Talvez não devêssemos. Não apenas porque é irritante, mas porque pode matar pessoas.

Quando os relógios avançam em março, perdemos uma hora de sono. Isso parece trivial. Uma hora. Mas seu corpo não se ajusta em um dia. A pesquisa sugere que leva vários dias para realinhar seu ritmo circadiano. Durante essa janela de torpor, os acidentes de carro aumentam. O risco é maior imediatamente após a mudança.

O custo de avançar

Um estudo da Universidade do Colorado em Boulder analisou dados de tráfego entre 2002 e 2011. As descobertas foram contundentes. Em dez anos, cerca de 302 mortes poderiam ser atribuídas à transição para o horário de verão. São mais de 30 mortes por ano ligadas diretamente à mudança de horário.

O Sistema de Relatórios de Análise de Fatalidades (FARS) do governo dos EUA conta uma história semelhante. Na segunda-feira seguinte ao avanço dos relógios, ocorre um salto de 17% nas mortes relacionadas ao trânsito. As fatalidades permanecem elevadas durante toda a semana.

Por que isso acontece? Não é apenas escuridão. Embora seja verdade que os motoristas agora enfrentam deslocamentos mais precoces e mais escuros, a visibilidade não é a principal culpada. Especialistas apontam para a privação de sono. Os motoristas estão lutando para permanecer acordados. Alguns departamentos de polícia relatam um aumento de 10% nos acidentes nos dias seguintes ao turno. Basicamente, você está pedindo às pessoas cansadas que operem máquinas pesadas.

O trânsito matinal é mais letal

O perigo não se limita a apenas uma semana. Um estudo de 2020 publicado na Cell Biology examinou dados de fatalidades em veículos motorizados de 1996 a 2017. Eles encontraram um aumento de 6% nas mortes no trânsito durante a primeira semana do horário de verão. Isso se traduz em cerca de 28 mortes extras a cada ano.

Aqui está a parte complicada: a maioria dessas fatalidades ocorre pela manhã.

O risco diminui na semana seguinte à mudança de horário.
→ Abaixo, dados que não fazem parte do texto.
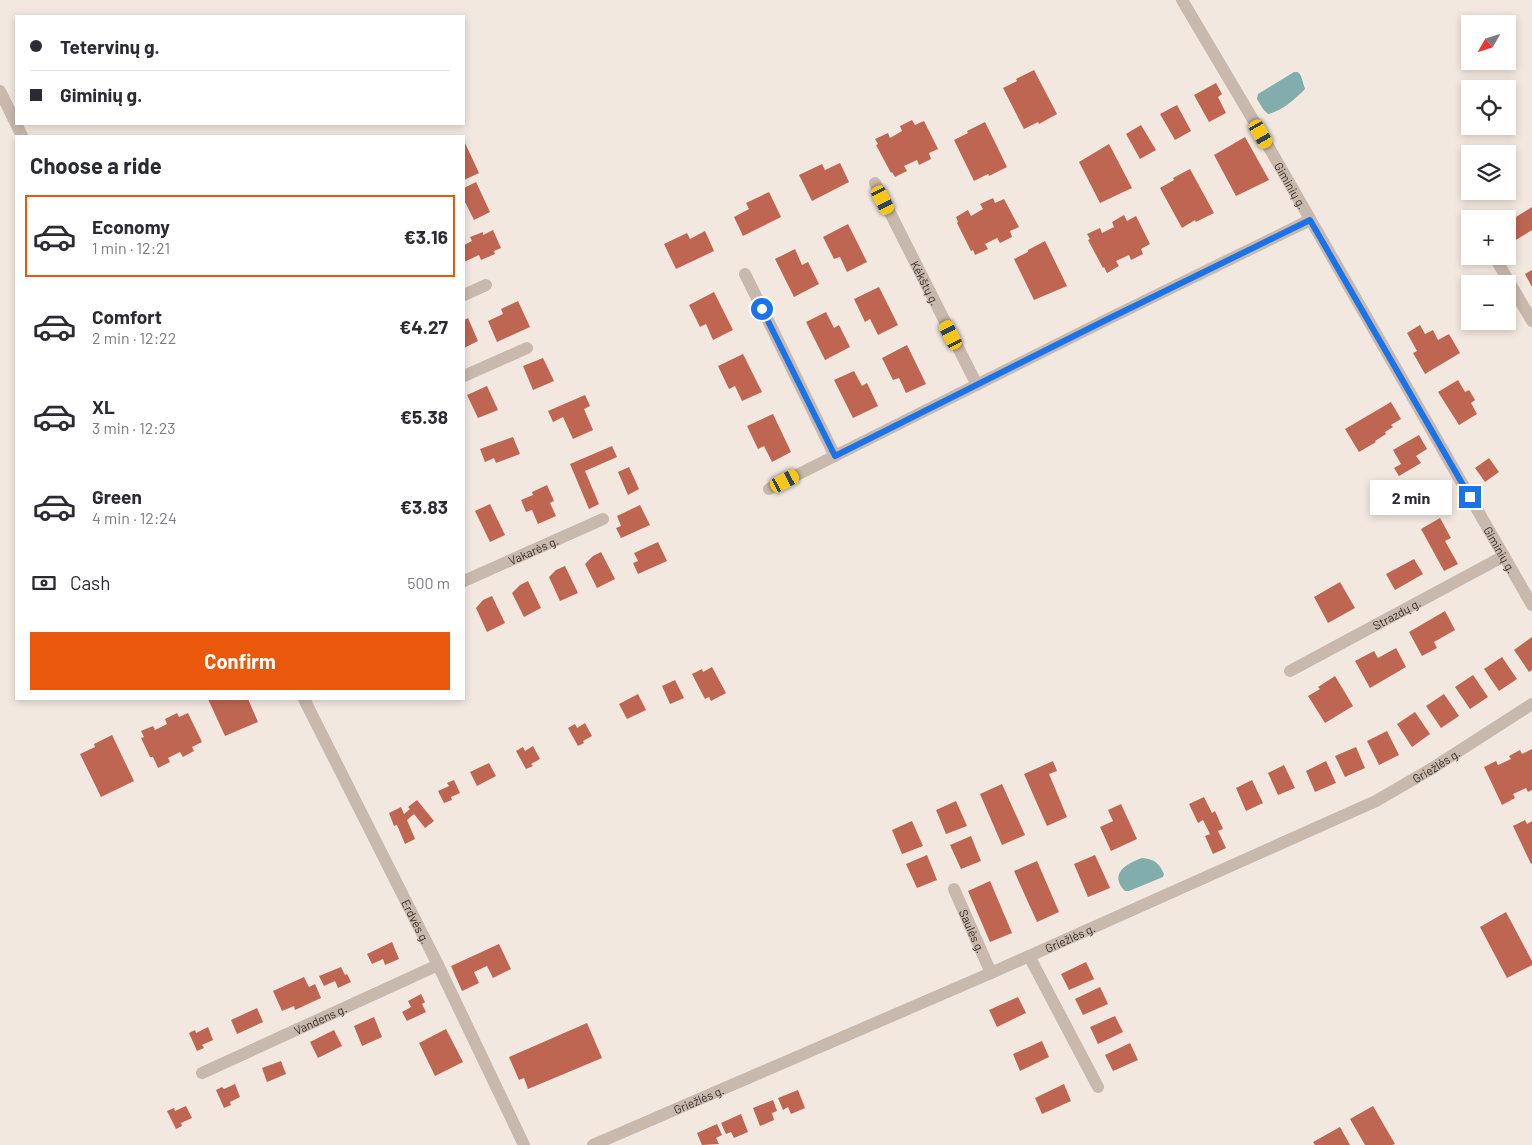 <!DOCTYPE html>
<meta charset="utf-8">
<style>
body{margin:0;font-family:Barlow,sans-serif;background:#f7f7f7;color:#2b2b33;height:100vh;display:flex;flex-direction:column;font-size:19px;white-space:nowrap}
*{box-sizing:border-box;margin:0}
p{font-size:16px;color:#7c7c81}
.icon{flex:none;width:28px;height:28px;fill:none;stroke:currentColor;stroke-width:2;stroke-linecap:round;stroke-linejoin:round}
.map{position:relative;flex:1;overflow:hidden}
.panel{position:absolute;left:15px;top:135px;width:450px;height:565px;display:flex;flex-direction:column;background:#fff;border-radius:0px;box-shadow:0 2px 8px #0003}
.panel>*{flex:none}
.banner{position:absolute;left:15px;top:15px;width:450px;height:110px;border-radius:0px;box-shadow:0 2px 8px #0003;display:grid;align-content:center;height:110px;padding:0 15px;background:#fff}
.needle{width:32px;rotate:231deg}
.buttons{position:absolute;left:1461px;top:15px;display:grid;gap:10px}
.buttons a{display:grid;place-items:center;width:55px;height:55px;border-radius:0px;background:#fff;box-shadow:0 2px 8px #0003;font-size:25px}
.end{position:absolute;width:22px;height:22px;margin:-11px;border:6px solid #1a73e8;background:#fff;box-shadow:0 0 0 2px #fff}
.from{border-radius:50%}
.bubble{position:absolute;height:35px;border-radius:0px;background:#fff;box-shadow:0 2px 8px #0003;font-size:16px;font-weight:700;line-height:35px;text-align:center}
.car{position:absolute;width:15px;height:30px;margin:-15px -8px;border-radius:6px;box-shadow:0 0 4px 1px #0007;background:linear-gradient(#f5c518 24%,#345 0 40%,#f5c518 0 76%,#345 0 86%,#f5c518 0)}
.banner b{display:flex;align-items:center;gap:18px;height:48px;font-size:19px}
.banner b+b{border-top:1px solid #e1e1e2}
.banner i{width:12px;height:12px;background:#2b2b33}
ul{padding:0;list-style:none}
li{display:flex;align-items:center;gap:15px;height:82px;margin:0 10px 8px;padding:0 5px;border:2px solid transparent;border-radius:0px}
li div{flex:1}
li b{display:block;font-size:19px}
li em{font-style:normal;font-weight:700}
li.selected{border-color:#ea580c}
li>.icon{width:45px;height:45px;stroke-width:1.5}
h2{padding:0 15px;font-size:22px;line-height:60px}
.pay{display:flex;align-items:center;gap:12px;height:55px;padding:0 15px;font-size:19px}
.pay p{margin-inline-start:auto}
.action{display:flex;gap:10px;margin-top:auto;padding:10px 15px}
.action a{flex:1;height:58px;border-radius:0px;background:#ea580c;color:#fff;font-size:20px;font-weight:700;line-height:58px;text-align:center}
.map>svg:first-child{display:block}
.water{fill:#81adac}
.building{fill:#be6651}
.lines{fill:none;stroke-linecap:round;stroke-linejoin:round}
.street{stroke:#c9b8ac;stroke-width:12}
.route{stroke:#1a73e8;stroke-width:6}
.labels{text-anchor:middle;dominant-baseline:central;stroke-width:4.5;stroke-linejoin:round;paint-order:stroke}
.street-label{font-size:12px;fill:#382e2b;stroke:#f9f3ec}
</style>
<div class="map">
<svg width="1532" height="1145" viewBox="0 0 1532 1145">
<rect width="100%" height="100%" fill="#f2e8e0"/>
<g class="water">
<path d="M1294 72H1298L1301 76 1305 89C1295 99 1282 111 1268 114L1263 109 1257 99 1258 94Z"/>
<path d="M1142 858C1154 859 1159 863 1164 874L1163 877 1129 891H1125C1108 874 1127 863 1142 858Z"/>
</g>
<g class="building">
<path d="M1034 70 1057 114 1039 124 1038 122 1024 129 1003 88 1017 81 1016 79Z"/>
<path d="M1216 83 1222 94 1218 97 1226 113 1209 122 1194 95Z"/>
<path d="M1177 105 1191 131 1175 140 1160 114Z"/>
<path d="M912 120 915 125 924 121 938 149 929 153 931 159 919 165 917 160 904 166 907 171 895 177 892 172 891 173 876 145 878 144 875 139 888 133 890 138 902 131 900 126Z"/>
<path d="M985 122 1007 167 989 176 988 174 974 181 954 140 968 133 967 131Z"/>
<path d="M1141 125 1156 150 1140 159 1126 134Z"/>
<path d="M1245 137 1269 180 1236 196 1214 155Z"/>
<path d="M464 143H465L479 173 464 180Z"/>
<path d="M1109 144 1132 188 1100 203 1079 162Z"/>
<path d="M840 163 849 182 812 201 799 175 822 164 825 170Z"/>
<path d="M1190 169 1214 213 1196 222 1195 220 1182 228 1160 188 1174 180 1173 178Z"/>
<path d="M476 182 490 212 474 220 464 200V188Z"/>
<path d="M769 192 781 217 743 236 734 217 749 209 746 203Z"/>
<path d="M993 198 995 203 1004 199 1019 227 1010 231 1012 237 1000 243 997 238 985 244 988 249 975 255 973 250 971 251 957 223 958 222 956 217 968 210 971 216 983 209 980 204Z"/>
<path d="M1532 207V230L1511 243 1508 237V222Z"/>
<path d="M1124 215 1127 221 1136 216 1150 244 1141 249 1143 254 1131 260 1129 255 1116 261 1119 266 1107 273 1104 267 1103 268 1088 240 1090 239 1087 234 1100 228 1102 233 1114 227 1112 222Z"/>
<path d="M848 224 867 262 847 272 840 257 834 259 823 237Z"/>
<path d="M493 230 501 248 494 251 495 254 481 260 479 255 464 262V245L472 241 470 237 483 232V235Z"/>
<path d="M705 231 714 251 676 269 664 244 687 233 690 239Z"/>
<path d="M1045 241 1067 286 1034 300 1014 259 1028 252V250Z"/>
<path d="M795 249 802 265 808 262 819 284 794 297 775 259Z"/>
<path d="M1532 270V287L1525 274Z"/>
<path d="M879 287 898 325 878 335 870 319 865 322 854 299Z"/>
<path d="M714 292 733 330 713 340 706 324 700 327 689 305Z"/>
<path d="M518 301 530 327 497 342 488 321 503 314 501 309Z"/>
<path d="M826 312 834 328 839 325 850 347 825 360 806 322Z"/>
<path d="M468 318 478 341 464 348V320Z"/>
<path d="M1420 325 1425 334 1433 330 1438 340 1449 334 1460 353 1425 374 1413 353 1417 351 1407 333Z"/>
<path d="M907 345 926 384 906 393 899 378 893 380 882 358Z"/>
<path d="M743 354 762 392 742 401 735 386 729 389 718 366Z"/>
<path d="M543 358 554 381 533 390 523 366Z"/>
<path d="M854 371 862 386 867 383 878 406 853 418 834 380Z"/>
<path d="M1458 380 1465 392 1469 390 1475 400 1471 403 1477 414 1459 425 1438 392Z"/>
<path d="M487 386 498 410 478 418 467 395Z"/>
<path d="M585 395 590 406 584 409 593 430 573 439 563 417 553 422 548 411Z"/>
<path d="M1391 402 1401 419 1391 425 1393 427 1385 432 1386 434 1375 441 1376 442 1359 452 1345 429Z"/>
<path d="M773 414 791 452 772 462 764 446 758 449 747 426Z"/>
<path d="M1419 435 1427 449 1416 456 1421 463 1399 476 1394 468 1401 464 1393 450Z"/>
<path d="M513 437 520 454 496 463 494 458 485 462 480 449Z"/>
<path d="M612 446 617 457 585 471 599 504 589 509 570 464Z"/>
<path d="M1489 458 1499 472 1485 482 1475 468Z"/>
<path d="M629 467 639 489 628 495 618 472Z"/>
<path d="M547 485 554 501 550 503 556 516 538 524 532 510 526 512 521 500 533 495 532 492Z"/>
<path d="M490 504 505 535 490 542 475 511Z"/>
<path d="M640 505 650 525 621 538 616 528 621 526 617 516Z"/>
<path d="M1440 518 1451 538 1445 541 1458 564 1444 571 1421 529Z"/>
<path d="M658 542 667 561 638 574 633 563 638 561 634 553Z"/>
<path d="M601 552 615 579 597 588 585 564 593 556Z"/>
<path d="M1414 559 1423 574 1395 590 1386 574Z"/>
<path d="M565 566 578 593 560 601 549 577 556 570Z"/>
<path d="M528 581 541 608 524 617 512 593 520 585Z"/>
<path d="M1340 582 1355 608 1328 623 1314 597Z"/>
<path d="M492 596 505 623 487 632 476 608 483 600Z"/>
<path d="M1445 611 1455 630 1434 642 1437 648 1422 656 1409 632Z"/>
<path d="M1532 637V670L1529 672 1514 650Z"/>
<path d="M1396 648 1406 667 1370 688 1355 661 1374 651 1378 658Z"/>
<path d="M1502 657 1517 679 1499 691 1484 669Z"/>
<path d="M712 667 726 693 711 701 709 697 705 699 692 674 702 669 703 672Z"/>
<path d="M1473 675 1488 697 1470 709 1455 687Z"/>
<path d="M1335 676 1353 706 1325 723 1308 696 1320 689 1318 687Z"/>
<path d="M675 680 684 698 670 704 662 686Z"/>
<path d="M638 694 646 710 627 719 619 704Z"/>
<path d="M1444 694 1459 716 1441 728 1426 706Z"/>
<path d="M208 699H248L258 722 225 736Z"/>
<path d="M1415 712 1430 734 1412 747 1397 724Z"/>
<path d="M177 713 179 717 188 713 202 742 192 747 194 751 183 757 180 752 168 758 170 762 158 768 153 757H150L141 738 144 737 141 731 153 726 155 730 167 724 165 719Z"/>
<path d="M585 723 592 736 583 741 584 743 578 746 568 728 575 724 577 728Z"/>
<path d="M1387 731 1399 755 1379 765 1367 741Z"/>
<path d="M112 735 134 781 101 797 80 754 95 747 94 744Z"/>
<path d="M533 746 540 759 531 764 533 766 526 769 516 751 523 747 525 751Z"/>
<path d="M1356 747 1365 768 1345 777 1335 756Z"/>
<path d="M1532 749V790L1528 792 1526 788 1513 794 1515 798 1502 805 1484 767 1496 761 1498 765 1511 759 1509 756 1520 750 1522 754Z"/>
<path d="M1053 761 1057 771 1049 774 1067 817 1047 826 1024 774Z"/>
<path d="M1326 761 1336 783 1315 792 1306 771Z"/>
<path d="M489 763 496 776 477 786 470 772Z"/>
<path d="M1284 765 1295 788 1278 795 1268 773Z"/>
<path d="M454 780 460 793 451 797 452 800 444 803 438 791 449 786 447 783Z"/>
<path d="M1252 780 1263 803 1246 811 1236 788Z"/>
<path d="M1002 784 1025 835 1002 845 980 794Z"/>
<path d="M1204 797 1212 813 1215 811 1223 829 1218 831 1226 848 1213 854 1205 836 1210 834 1203 820 1198 823 1189 804Z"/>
<path d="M417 800 434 821 425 828 414 814 407 820 415 839 405 844 397 825 394 826 389 813 401 807 404 814 410 809 408 807Z"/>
<path d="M956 801 967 826 946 834 936 810Z"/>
<path d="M1121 804 1137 839 1111 851 1100 827 1113 821 1108 810Z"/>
<path d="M1525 820 1527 824 1532 821V863L1531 864 1513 826Z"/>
<path d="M912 821 923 846 902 854 892 830Z"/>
<path d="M971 836 981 861 961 869 950 845Z"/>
<path d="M927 855 937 880 917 888 906 864Z"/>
<path d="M1095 855 1110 888 1088 897 1074 864Z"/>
<path d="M1037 861 1059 912 1037 922 1014 871Z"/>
<path d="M990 881 1012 933 990 942 968 891Z"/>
<path d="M1506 912 1532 961V965L1507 978 1480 927Z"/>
<path d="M392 942 399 959 385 965 383 959 372 964 367 954Z"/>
<path d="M499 944 511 969 493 978 487 966 474 972 479 983 462 991 451 966Z"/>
<path d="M1086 962 1094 979 1069 990 1061 974Z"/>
<path d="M341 967 345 975 347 974 351 982 338 988 335 981 324 986 319 976Z"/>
<path d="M304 977 309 987 315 984 321 998 295 1010 294 1006 282 1011 273 991Z"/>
<path d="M1100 987 1108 1004 1083 1015 1075 999Z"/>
<path d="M421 994 425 1002 422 1004 426 1012 407 1021 402 1012 411 1007 408 1001Z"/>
<path d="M1018 997 1026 1013 997 1027 989 1010Z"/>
<path d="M257 1008 263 1022 237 1034 231 1020Z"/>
<path d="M1115 1016 1123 1032 1098 1044 1090 1027Z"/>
<path d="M374 1017 382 1037 362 1046 354 1026Z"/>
<path d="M587 1023 602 1058 528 1089 524 1078 519 1080 509 1057Z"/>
<path d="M208 1027 213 1040 202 1045 204 1048 197 1051 189 1033 195 1030 196 1033Z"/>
<path d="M446 1029 463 1062 435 1076 419 1043Z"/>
<path d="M334 1030 342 1046 318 1058 310 1042Z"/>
<path d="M1042 1041 1049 1057 1020 1071 1013 1054Z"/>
<path d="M1130 1043 1138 1060 1113 1071 1105 1055Z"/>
<path d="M281 1061 286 1074 267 1082 262 1068Z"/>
<path d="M235 1084 240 1097 230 1102 231 1105 224 1108 216 1090 222 1087 224 1089Z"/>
<path d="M1064 1084 1071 1101 1042 1114 1035 1098Z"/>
<path d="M798 1090 805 1108 791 1114 788 1107 783 1110 778 1098Z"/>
<path d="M773 1100 777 1111 772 1113 774 1120 760 1126 753 1108Z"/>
<path d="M186 1106 192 1118 181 1123 182 1126 176 1129 167 1111 174 1108 175 1111Z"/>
<path d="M1373 1106 1395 1144 1392 1145H1365L1350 1119Z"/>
<path d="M741 1114 748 1132 734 1138 731 1132 726 1134 721 1123Z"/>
<path d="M717 1124 722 1135 716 1138 719 1144 702 1145 697 1133Z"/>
<path d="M1340 1127 1350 1145H1315L1313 1142Z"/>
</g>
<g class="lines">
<g class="street">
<path id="s1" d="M1182 0 1252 118 1532 605"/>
<path d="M0 91 22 136"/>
<path id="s2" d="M875 183 977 385"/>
<path d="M1494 256 1532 321"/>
<path d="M745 274 835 456"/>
<path d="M464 295 486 285"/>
<path d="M464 376 527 348"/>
<path d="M769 489 1108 319 1310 220"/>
<path id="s3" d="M464 581 603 519"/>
<path id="s4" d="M1290 671 1504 556"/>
<path id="s5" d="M304 699 438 965 524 1145"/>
<path id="s6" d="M954 889 991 973"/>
<path d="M1029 956 1098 1087"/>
<path id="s7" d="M202 1073 438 965"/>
<path id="s8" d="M593 1145 991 973 1376 801 1431 769 1532 704"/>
</g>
</g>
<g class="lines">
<path class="route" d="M762 309 835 456 1108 319 1310 220 1470 497"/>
</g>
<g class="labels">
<g class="street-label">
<text stroke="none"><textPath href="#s1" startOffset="215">Giminių g.</textPath></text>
<text stroke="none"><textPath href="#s2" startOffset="112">Kėkštų g.</textPath></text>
<text stroke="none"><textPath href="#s1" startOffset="635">Giminių g.</textPath></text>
<text stroke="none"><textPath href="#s3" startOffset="76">Vakarės g.</textPath></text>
<text stroke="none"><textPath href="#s4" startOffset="121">Strazdų g.</textPath></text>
<text stroke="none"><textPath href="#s8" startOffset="925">Griežlės g.</textPath></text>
<text stroke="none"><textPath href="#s5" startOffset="249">Erdvės g.</textPath></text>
<text stroke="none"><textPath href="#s6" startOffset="46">Saulės g.</textPath></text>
<text stroke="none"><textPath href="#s8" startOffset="520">Griežlės g.</textPath></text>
<text stroke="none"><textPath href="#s7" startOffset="130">Vandens g.</textPath></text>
<text stroke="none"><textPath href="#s8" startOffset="115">Griežlės g.</textPath></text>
</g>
</g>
</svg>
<div class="buttons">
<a><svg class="needle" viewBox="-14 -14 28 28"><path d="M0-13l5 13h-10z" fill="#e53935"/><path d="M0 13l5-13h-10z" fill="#7c7c81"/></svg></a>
<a><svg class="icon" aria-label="locate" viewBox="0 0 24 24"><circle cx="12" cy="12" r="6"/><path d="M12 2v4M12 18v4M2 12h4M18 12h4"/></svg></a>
<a><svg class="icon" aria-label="layers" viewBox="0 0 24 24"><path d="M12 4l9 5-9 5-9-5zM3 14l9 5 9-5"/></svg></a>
<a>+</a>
<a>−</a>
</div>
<i class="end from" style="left:762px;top:309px"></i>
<i class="end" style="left:1470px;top:497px"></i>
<div class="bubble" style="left:1370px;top:480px;width:82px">2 min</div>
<i class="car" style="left:1261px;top:134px;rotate:150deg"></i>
<i class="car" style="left:883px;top:200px;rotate:153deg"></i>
<i class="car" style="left:951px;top:335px;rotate:333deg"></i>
<i class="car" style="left:785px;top:481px;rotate:63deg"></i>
<div class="banner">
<b><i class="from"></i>Tetervinų g.</b>
<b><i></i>Giminių g.</b>
</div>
<section class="panel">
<h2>Choose a ride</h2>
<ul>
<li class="selected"><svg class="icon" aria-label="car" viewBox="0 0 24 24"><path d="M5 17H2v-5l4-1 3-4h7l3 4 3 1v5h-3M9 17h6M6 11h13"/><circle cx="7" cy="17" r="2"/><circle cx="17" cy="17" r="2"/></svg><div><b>Economy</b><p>1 min · 12:21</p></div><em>€3.16</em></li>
<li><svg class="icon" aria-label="car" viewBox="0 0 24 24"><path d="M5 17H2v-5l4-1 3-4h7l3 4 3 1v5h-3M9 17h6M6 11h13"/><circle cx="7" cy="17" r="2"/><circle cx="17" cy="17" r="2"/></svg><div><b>Comfort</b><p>2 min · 12:22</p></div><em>€4.27</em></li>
<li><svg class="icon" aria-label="car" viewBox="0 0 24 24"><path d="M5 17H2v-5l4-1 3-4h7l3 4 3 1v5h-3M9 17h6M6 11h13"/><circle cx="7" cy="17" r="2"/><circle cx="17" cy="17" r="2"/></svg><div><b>XL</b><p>3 min · 12:23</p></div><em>€5.38</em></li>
<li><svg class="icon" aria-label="car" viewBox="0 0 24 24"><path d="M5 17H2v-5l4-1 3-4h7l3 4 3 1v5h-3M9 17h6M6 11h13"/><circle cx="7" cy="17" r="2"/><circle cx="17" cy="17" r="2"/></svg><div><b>Green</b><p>4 min · 12:24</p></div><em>€3.83</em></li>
</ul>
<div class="pay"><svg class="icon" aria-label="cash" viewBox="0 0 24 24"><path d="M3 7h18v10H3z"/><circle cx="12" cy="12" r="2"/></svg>Cash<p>500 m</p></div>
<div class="action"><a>Confirm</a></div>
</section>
</div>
Curiosamente, a mudança inversa no outono – quando “recuamos” e ganhamos uma hora de sono – não mostra um aumento subsequente nas mortes no trânsito. A perda de sono parece muito mais perigosa do que o ganho.

Quem corre maior risco?

O torpor que você sente após a mudança de horário pode ser apenas a ponta do iceberg. As necessidades de sono variam de indivíduo para indivíduo e a perturbação atinge cada pessoa de forma diferente.

Pessoas que normalmente dormem apenas quatro ou cinco horas correm um risco significativamente maior de causar um acidente do que aquelas que dormem seis ou sete horas. Aqueles que trabalham regularmente oito horas ou mais têm menos probabilidade de se envolver em um acidente. Mas quando você interrompe o ciclo, todos sofrem. O buffer para erros diminui.

As estatísticas sugerem que o horário de verão é mais do que um pequeno inconveniente. É um risco para a segurança pública. Talvez seja hora de aboli-lo totalmente. Ou, pelo menos, parar de fingir que isso serve a um propósito útil.